(Supplied records begins)
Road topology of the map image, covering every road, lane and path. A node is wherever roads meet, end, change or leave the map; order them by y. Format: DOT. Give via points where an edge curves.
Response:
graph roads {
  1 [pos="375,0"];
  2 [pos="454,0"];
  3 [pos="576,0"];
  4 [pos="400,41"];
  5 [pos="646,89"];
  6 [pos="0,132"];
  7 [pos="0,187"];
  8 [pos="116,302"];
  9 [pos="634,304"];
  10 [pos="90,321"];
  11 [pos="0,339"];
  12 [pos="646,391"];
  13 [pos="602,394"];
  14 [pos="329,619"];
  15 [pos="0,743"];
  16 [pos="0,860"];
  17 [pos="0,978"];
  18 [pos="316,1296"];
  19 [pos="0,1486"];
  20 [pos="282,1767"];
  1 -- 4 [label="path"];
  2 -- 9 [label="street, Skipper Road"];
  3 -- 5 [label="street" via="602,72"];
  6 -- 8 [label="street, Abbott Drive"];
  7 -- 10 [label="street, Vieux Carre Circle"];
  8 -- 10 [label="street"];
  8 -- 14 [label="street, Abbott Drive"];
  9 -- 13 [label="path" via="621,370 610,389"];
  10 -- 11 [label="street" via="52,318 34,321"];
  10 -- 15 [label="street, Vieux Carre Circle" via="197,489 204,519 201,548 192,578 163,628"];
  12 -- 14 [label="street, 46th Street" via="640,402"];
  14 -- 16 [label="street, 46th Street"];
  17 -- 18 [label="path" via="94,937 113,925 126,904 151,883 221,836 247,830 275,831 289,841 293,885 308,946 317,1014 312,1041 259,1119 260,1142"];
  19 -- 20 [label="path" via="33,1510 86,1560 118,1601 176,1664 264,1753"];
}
(Supplied records ends)
(Supplied records begins)
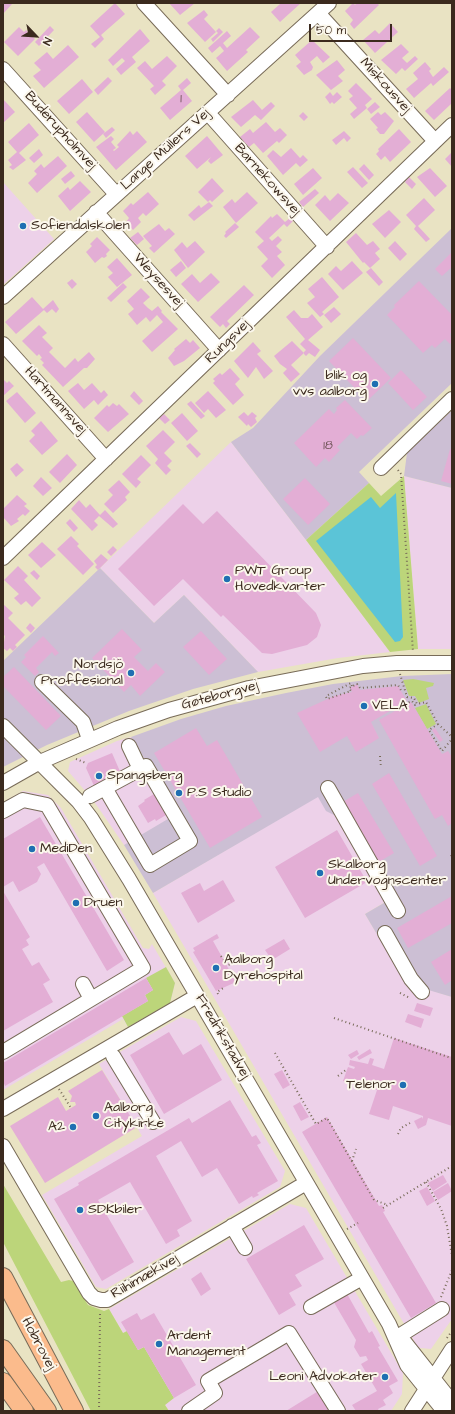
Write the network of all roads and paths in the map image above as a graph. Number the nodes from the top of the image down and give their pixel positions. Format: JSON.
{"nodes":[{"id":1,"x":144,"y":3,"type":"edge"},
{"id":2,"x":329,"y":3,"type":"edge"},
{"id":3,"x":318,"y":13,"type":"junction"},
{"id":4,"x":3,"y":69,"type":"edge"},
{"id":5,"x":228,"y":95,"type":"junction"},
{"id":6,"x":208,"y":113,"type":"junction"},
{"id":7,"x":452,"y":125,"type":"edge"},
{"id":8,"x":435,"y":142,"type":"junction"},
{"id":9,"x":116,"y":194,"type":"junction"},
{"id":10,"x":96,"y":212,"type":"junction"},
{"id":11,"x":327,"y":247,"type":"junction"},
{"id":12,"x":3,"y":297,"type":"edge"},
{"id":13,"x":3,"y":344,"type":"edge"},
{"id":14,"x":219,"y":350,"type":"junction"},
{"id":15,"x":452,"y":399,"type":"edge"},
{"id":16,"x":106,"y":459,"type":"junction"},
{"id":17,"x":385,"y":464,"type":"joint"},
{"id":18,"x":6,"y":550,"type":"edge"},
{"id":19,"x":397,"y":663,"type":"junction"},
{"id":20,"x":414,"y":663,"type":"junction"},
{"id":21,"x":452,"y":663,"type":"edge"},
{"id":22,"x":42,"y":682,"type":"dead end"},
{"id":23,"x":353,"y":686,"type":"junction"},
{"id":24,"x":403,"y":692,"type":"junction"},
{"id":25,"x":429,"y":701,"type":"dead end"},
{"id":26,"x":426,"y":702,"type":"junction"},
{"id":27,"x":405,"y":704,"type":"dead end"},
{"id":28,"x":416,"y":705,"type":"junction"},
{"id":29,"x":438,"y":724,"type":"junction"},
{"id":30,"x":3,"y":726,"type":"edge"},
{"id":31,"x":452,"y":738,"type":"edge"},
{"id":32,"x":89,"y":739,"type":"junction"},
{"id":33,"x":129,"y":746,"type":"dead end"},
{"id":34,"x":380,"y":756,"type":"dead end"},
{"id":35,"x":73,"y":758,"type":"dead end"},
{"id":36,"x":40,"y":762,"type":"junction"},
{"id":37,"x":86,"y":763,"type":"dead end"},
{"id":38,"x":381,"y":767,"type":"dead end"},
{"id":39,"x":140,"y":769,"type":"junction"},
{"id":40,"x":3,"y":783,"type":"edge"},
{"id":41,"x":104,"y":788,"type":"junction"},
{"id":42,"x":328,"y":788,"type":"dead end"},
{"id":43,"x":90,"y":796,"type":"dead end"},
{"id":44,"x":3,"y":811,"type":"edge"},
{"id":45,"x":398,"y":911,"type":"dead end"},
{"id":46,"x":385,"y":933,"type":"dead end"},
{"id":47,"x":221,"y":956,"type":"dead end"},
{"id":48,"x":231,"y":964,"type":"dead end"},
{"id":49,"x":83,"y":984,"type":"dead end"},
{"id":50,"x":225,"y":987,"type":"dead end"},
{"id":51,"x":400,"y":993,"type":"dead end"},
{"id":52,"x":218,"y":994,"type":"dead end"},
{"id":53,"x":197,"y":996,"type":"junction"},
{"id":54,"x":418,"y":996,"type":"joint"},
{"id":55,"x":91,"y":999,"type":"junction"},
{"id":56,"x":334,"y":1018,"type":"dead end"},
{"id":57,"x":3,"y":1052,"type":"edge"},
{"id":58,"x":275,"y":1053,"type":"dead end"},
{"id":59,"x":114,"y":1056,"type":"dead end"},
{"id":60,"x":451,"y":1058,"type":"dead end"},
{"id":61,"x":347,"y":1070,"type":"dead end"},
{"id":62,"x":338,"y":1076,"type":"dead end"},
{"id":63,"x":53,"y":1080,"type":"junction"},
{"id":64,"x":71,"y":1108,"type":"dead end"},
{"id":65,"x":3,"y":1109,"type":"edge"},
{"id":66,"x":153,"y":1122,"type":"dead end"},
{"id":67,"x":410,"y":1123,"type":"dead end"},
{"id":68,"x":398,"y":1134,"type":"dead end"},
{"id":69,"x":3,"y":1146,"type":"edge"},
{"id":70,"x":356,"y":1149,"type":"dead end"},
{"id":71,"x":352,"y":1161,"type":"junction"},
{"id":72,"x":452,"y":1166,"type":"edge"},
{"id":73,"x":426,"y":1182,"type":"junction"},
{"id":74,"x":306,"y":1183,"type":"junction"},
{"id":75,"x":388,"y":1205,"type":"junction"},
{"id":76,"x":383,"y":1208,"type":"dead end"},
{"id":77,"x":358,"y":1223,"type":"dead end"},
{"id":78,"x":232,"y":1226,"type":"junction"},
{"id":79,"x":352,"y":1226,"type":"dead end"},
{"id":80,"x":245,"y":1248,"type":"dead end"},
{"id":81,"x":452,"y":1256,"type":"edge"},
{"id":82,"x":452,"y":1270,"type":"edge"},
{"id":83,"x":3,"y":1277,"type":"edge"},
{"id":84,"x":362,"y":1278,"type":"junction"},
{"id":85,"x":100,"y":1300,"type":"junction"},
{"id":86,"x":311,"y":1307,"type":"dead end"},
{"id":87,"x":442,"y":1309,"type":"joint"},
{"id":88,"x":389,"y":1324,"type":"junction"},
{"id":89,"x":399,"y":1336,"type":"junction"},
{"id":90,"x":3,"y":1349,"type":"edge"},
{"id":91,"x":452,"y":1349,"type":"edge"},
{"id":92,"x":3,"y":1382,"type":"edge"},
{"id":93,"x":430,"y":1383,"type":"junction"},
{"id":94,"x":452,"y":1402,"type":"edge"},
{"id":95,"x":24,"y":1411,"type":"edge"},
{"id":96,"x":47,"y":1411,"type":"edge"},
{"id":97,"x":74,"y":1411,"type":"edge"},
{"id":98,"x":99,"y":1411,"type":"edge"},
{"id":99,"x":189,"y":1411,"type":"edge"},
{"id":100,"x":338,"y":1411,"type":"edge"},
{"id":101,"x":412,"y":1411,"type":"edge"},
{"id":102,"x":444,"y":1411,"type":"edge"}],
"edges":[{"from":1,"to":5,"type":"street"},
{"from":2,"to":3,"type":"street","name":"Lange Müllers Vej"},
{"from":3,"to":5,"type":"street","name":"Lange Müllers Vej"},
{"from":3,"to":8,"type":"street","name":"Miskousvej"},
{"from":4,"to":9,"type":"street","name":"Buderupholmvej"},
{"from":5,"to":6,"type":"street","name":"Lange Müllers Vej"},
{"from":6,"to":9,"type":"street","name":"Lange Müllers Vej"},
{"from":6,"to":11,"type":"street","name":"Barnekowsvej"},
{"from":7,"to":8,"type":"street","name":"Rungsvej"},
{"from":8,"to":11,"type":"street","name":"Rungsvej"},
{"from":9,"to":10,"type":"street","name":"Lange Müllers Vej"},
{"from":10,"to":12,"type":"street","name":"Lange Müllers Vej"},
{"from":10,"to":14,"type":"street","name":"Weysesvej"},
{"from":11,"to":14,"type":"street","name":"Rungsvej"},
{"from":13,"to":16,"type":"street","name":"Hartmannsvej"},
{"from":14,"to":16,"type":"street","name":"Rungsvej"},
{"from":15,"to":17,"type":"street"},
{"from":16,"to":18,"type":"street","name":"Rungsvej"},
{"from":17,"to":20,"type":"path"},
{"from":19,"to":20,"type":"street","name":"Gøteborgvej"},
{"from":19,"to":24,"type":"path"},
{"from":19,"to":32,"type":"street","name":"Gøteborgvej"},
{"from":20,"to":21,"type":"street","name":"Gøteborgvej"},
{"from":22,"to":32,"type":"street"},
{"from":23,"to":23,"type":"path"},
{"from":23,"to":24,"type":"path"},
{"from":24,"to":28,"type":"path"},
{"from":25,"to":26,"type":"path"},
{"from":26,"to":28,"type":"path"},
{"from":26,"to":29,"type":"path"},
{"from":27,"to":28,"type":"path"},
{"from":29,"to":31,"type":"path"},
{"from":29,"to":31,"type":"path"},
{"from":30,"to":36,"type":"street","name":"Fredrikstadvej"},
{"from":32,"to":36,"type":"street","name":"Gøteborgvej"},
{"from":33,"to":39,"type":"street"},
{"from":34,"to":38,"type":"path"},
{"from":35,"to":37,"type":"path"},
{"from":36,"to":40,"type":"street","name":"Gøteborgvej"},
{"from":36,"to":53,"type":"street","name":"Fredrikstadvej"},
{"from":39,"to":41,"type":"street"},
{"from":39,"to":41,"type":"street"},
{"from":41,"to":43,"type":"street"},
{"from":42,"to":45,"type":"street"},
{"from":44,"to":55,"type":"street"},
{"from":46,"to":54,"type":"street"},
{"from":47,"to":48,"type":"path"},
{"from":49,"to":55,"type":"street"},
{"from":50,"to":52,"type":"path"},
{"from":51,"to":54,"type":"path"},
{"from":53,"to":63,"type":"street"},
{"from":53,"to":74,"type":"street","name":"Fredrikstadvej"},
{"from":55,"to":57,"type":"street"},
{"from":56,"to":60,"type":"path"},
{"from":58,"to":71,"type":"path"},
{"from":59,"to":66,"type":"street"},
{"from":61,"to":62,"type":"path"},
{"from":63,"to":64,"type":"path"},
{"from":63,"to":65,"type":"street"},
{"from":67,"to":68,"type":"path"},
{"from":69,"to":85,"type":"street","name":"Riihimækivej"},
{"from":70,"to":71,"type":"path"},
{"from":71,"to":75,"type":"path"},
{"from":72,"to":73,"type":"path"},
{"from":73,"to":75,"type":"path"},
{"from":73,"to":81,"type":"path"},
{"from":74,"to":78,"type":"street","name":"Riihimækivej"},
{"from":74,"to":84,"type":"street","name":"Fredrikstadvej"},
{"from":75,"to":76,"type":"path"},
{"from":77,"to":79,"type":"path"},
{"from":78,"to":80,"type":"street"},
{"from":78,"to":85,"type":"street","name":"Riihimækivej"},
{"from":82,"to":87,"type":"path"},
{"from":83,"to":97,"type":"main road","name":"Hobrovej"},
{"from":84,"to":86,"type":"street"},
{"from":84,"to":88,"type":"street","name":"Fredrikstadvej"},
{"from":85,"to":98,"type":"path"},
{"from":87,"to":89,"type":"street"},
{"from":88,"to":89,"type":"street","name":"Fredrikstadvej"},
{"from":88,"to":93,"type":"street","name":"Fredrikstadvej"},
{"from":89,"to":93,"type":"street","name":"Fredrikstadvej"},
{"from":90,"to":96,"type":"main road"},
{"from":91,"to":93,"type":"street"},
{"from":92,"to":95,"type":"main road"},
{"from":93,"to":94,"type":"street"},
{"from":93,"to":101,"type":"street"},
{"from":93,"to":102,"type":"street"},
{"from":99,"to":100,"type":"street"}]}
(Supplied records ends)
Among the records, find each line where the word "Carre" occurs, and copy it.

  7 -- 10 [label="street, Vieux Carre Circle"];
  10 -- 15 [label="street, Vieux Carre Circle" via="197,489 204,519 201,548 192,578 163,628"];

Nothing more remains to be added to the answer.